WORK REQUEST: The lines to copy are those in the records below that hold the word "drawImage".

SOURCE MATERIAL:

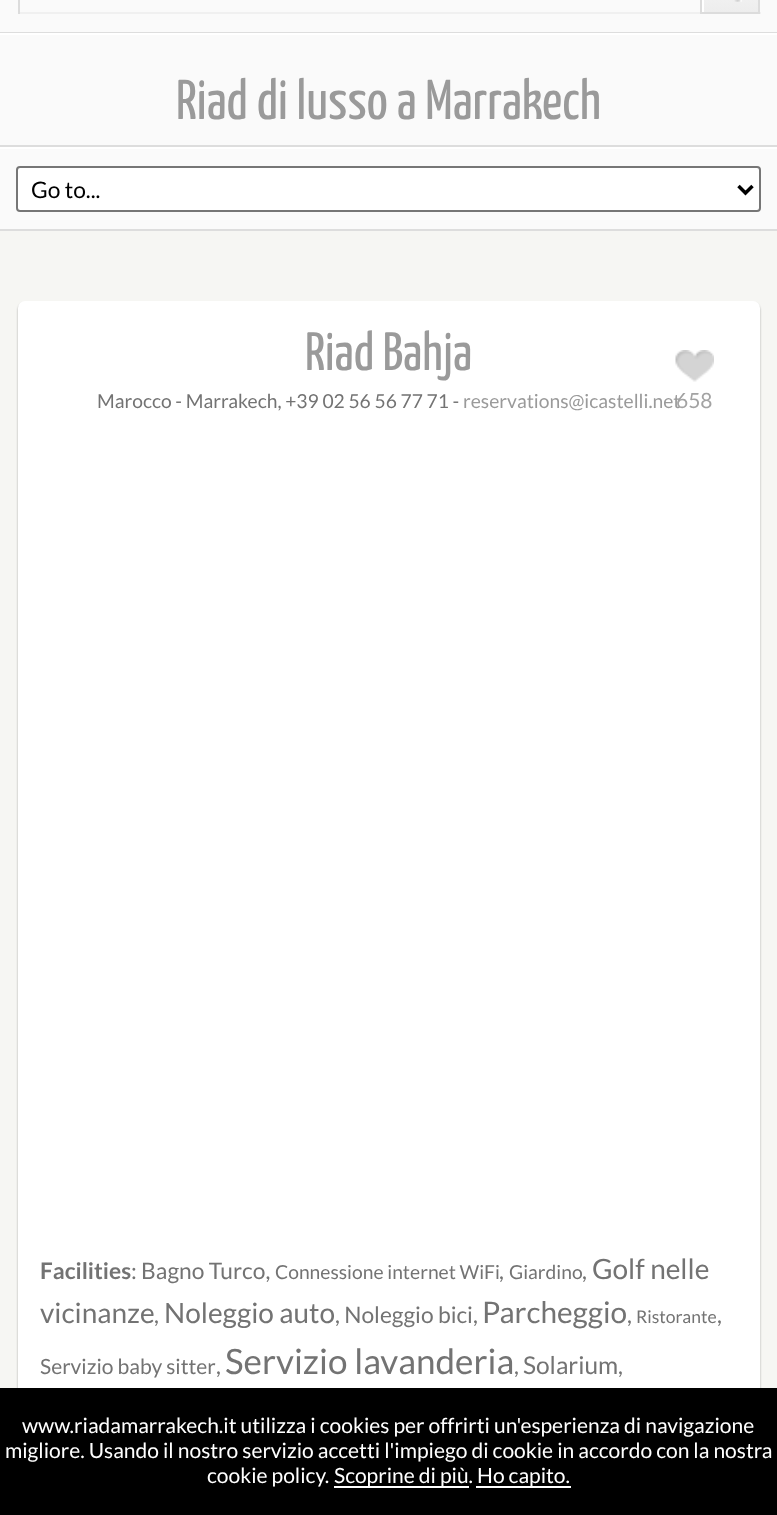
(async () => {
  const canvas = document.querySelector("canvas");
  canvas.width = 777;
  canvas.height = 1515;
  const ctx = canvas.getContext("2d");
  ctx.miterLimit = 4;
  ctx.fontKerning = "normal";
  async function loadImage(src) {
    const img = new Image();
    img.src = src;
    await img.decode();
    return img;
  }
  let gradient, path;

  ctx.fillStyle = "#f6f6f3";
  ctx.fillRect(0, 0, 777, 1515);
  ctx.fillStyle = "#fafafa";
  ctx.fillRect(0, 0, 777, 229);
  ctx.fillStyle = "#dddddd";
  ctx.fillRect(0, 32, 777, 1);
  gradient = ctx.createLinearGradient(702, 12, 702, -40);
  gradient.addColorStop(0, "#ededed");
  gradient.addColorStop(1, "#fafafa");
  ctx.fillStyle = gradient;
  ctx.fillRect(704, 0, 54, 12);
  ctx.save();
  ctx.beginPath();
  ctx.rect(702, 0, 56, 12);
  ctx.clip();
  ctx.fillStyle = "#ffffff";
  path = new Path2D("M528-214H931V186H528ZM704-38H760V14H704Z");
  ctx.fill(path, "evenodd");
  ctx.restore();
  ctx.fillStyle = "#f0f0f0";
  ctx.fillRect(18, 12, 743, 2);
  ctx.strokeStyle = "#dcdcdc";
  ctx.lineWidth = 2;
  ctx.strokeRect(701, -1, 58, 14);
  ctx.drawImage(await loadImage("img/1.png"), 734, 0, 8, 2);
  for (const [x, y, w, h, color] of [
    [18, 0, 2, 14, "#dcdcdc"],
    [0, 33, 777, 2, "#ffffff"],
    [0, 145, 777, 2, "#dddddd"],
    [0, 147, 777, 2, "#ffffff"],
    [0, 229, 777, 2, "#dddddd"],
  ]) {
    ctx.fillStyle = color;
    ctx.fillRect(x, y, w, h);
  }
  ctx.fillStyle = "#ffffff";
  ctx.beginPath();
  ctx.roundRect(17, 167, 743, 44, 3);
  ctx.fill();
  ctx.strokeStyle = "#767676";
  ctx.stroke();
  path = new Path2D("M738.5 186L745.5 193L752.5 186");
  ctx.strokeStyle = "#000000";
  ctx.lineWidth = 3.5;
  ctx.stroke(path);
  ctx.fillStyle = "rgba(0, 0, 0, 0.31)";
  ctx.filter = "blur(1px)";
  ctx.beginPath();
  ctx.roundRect(18, 303, 742, 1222, 7);
  ctx.fill();
  ctx.filter = "none";
  ctx.fillStyle = "#ffffff";
  ctx.beginPath();
  ctx.roundRect(18, 301, 742, 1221, 7);
  ctx.fill();
  ctx.drawImage(await loadImage("img/2.png"), 675, 350, 39, 32);
  for (const [x, y, w, h, color] of [
    [0, 1388, 777, 127, "#000000"],
    [334, 1486, 135, 2, "#ffffff"],
    [476, 1486, 95, 2, "#ffffff"],
  ]) {
    ctx.fillStyle = color;
    ctx.fillRect(x, y, w, h);
  }
  ctx.font = "200 56px Yanone Kaffeesatz";
  ctx.fillStyle = "#9a9a9a";
  ctx.fillText("Riad di lusso a Marrakech", 176, 119);
  ctx.font = "22.75px Lato";
  ctx.fillStyle = "#000000";
  ctx.fillText("Go to...", 31, 198);
  ctx.font = "200 54px Yanone Kaffeesatz";
  ctx.fillStyle = "#9a9a9a";
  ctx.fillText("Riad Bahja", 305, 370);
  ctx.font = "19.25px Lato";
  ctx.fillStyle = "#737373";
  ctx.fillText("Marocco - Marrakech, +39 02 56 56 77 71 -", 97, 408);
  ctx.fillStyle = "#9a9a9a";
  ctx.fillText("reservations@icastelli.net", 463, 408);
  ctx.font = "21px Lato";
  ctx.fillStyle = "#a3a3a3";
  ctx.fillText("658", 676, 408);
  ctx.font = "bold 22.75px Lato";
  ctx.fillStyle = "#737373";
  ctx.fillText("Facilities", 40, 1279);
  ctx.font = "22.75px Lato";
  ctx.fillText(": Bagno Turco,", 131, 1279);
  ctx.font = "19.25px Lato";
  ctx.fillText("Connessione internet WiFi", 275, 1279);
  ctx.font = "22.75px Lato";
  ctx.fillText(",", 499, 1279);
  ctx.font = "19.25px Lato";
  ctx.fillText("Giardino", 509, 1279);
  ctx.font = "22.75px Lato";
  ctx.fillText(",", 582, 1279);
  ctx.font = "28px Lato";
  ctx.fillText("Golf nelle", 592, 1279);
  ctx.fillText("vicinanze", 40, 1323);
  ctx.font = "22.75px Lato";
  ctx.fillText(",", 154, 1323);
  ctx.font = "28px Lato";
  ctx.fillText("Noleggio auto", 164, 1323);
  ctx.font = "22.75px Lato";
  ctx.fillText(", Noleggio bici,", 335, 1323);
  ctx.font = "29.75px Lato";
  ctx.fillText("Parcheggio", 482, 1323);
  ctx.font = "22.75px Lato";
  ctx.fillText(",", 627, 1323);
  ctx.font = "17.5px Lato";
  ctx.fillText("Ristorante", 636, 1323);
  ctx.font = "22.75px Lato";
  ctx.fillText(",", 717, 1323);
  ctx.font = "21px Lato";
  ctx.fillText("Servizio baby sitter", 40, 1374);
  ctx.font = "22.75px Lato";
  ctx.fillText(",", 216, 1374);
  ctx.font = "35px Lato";
  ctx.fillText("Servizio lavanderia", 225, 1374);
  ctx.font = "22.75px Lato";
  ctx.fillText(",", 514, 1374);
  ctx.font = "24.5px Lato";
  ctx.fillText("Solarium", 523, 1374);
  ctx.font = "22.75px Lato";
  ctx.fillText(",", 618, 1374);
  ctx.font = "21px Lato";
  ctx.fillStyle = "#ffffff";
  for (const [text, x, y] of [
    ["www.riadamarrakech.it utilizza i cookies per offrirti un'esperienza di navigazione", 22, 1433],
    ["migliore. Usando il nostro servizio accetti l'impiego di cookie in accordo con la nostra", 5, 1458],
    ["cookie policy.", 207, 1483],
    ["Scoprine di più.", 334, 1483],
    ["Ho capito.", 477, 1483],
  ]) {
    ctx.fillText(text, x, y);
  }
})();
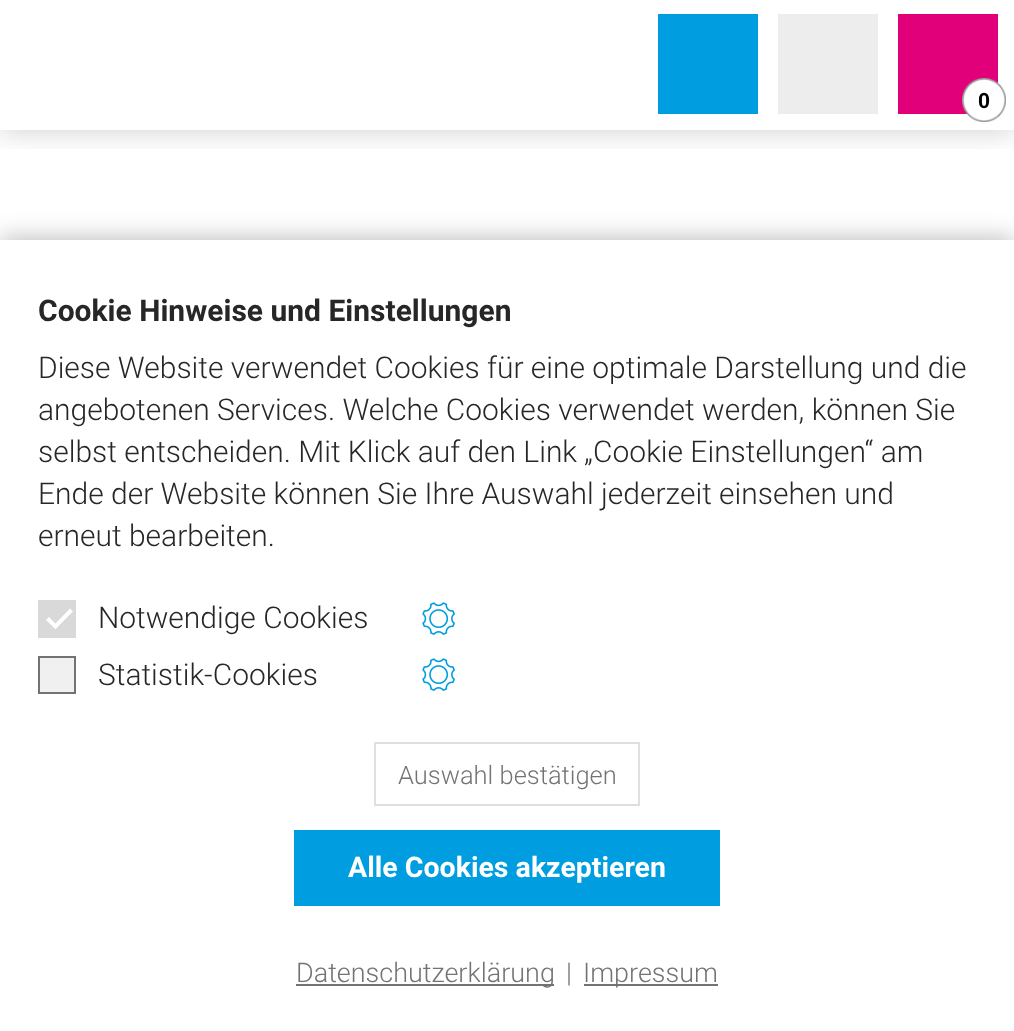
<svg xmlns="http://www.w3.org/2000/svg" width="1014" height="1031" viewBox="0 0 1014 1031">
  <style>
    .t1 { font: bold 21px Roboto; fill: #000; }
    .t2 { font: bold 30px Roboto; fill: #272727; }
    .t3 { font: 300 30px Roboto; fill: #272727; }
    .t4 { font: 300 25.5px Roboto; fill: #737373; }
    .t5 { font: bold 28.5px Roboto; fill: #fff; }
    .t6 { font: 300 27px Roboto; fill: #737373; }
  </style>
  <defs>
    <clipPath id="clip1"><rect x="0" y="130" width="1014" height="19"/></clipPath>
  </defs>
  <rect width="100%" height="100%" fill="#fff"/>
  <g clip-path="url(#clip1)">
    <rect x="0" y="0" width="1014" height="130" fill="#00000033" filter="blur(15px)"/>
  </g>
  <rect x="658" y="14" width="100" height="100" fill="#009ee0"/>
  <rect x="778" y="14" width="100" height="100" fill="#ededed"/>
  <rect x="898" y="14" width="100" height="100" fill="#e2007a"/>
  <image x="962" y="78" width="44" height="44" href="images/1.png"/>
  <text x="978" y="108" class="t1">0</text>
  <rect x="0" y="238" width="1014" height="792" fill="#00000042" filter="blur(12px)"/>
  <rect x="0" y="240" width="1014" height="791" fill="#fff"/>
  <text x="38" y="321" class="t2">Cookie Hinweise und Einstellungen</text>
  <text x="38" y="378" class="t3">Diese Website verwendet Cookies für eine optimale Darstellung und die</text>
  <text x="38" y="420" class="t3">angebotenen Services. Welche Cookies verwendet werden, können Sie</text>
  <text x="38" y="462" class="t3">selbst entscheiden. Mit Klick auf den Link „Cookie Einstellungen“ am</text>
  <text x="38" y="504" class="t3">Ende der Website können Sie Ihre Auswahl jederzeit einsehen und</text>
  <text x="38" y="546" class="t3">erneut bearbeiten.</text>
  <rect x="38" y="600" width="38" height="38" fill="#d9d9d9"/>
  <path d="M70 608.5L73 611.5L55.5 629L52.5 626.5Z" fill="#fff"/>
  <path d="M49 617L58 626.5L55.5 629L46 620Z" fill="#fff"/>
  <text x="98" y="628" class="t3">Notwendige Cookies</text>
  <image x="422" y="602" width="33" height="33" href="images/2.png"/>
  <rect x="39" y="657" width="36" height="36" fill="#f0f0f0" stroke="#737373" stroke-width="2"/>
  <text x="98" y="685" class="t3">Statistik-Cookies</text>
  <image x="422" y="658" width="33" height="33" href="images/2.png"/>
  <rect x="375" y="743" width="264" height="62" fill="none" stroke="#dfdfdf" stroke-width="2"/>
  <text x="398" y="784" class="t4">Auswahl bestätigen</text>
  <rect x="294" y="830" width="426" height="76" fill="#009ee0"/>
  <text x="348" y="877" class="t5">Alle Cookies akzeptieren</text>
  <rect x="296" y="984" width="258" height="2" fill="#737373"/>
  <text x="296" y="982" class="t6">Datenschutzerklärung</text>
  <text x="566" y="982" class="t6">|</text>
  <rect x="584" y="984" width="134" height="2" fill="#737373"/>
  <text x="583" y="982" class="t6">Impressum</text>
</svg>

TASK RESULT:
  ctx.drawImage(await loadImage("img/1.png"), 734, 0, 8, 2);
  ctx.drawImage(await loadImage("img/2.png"), 675, 350, 39, 32);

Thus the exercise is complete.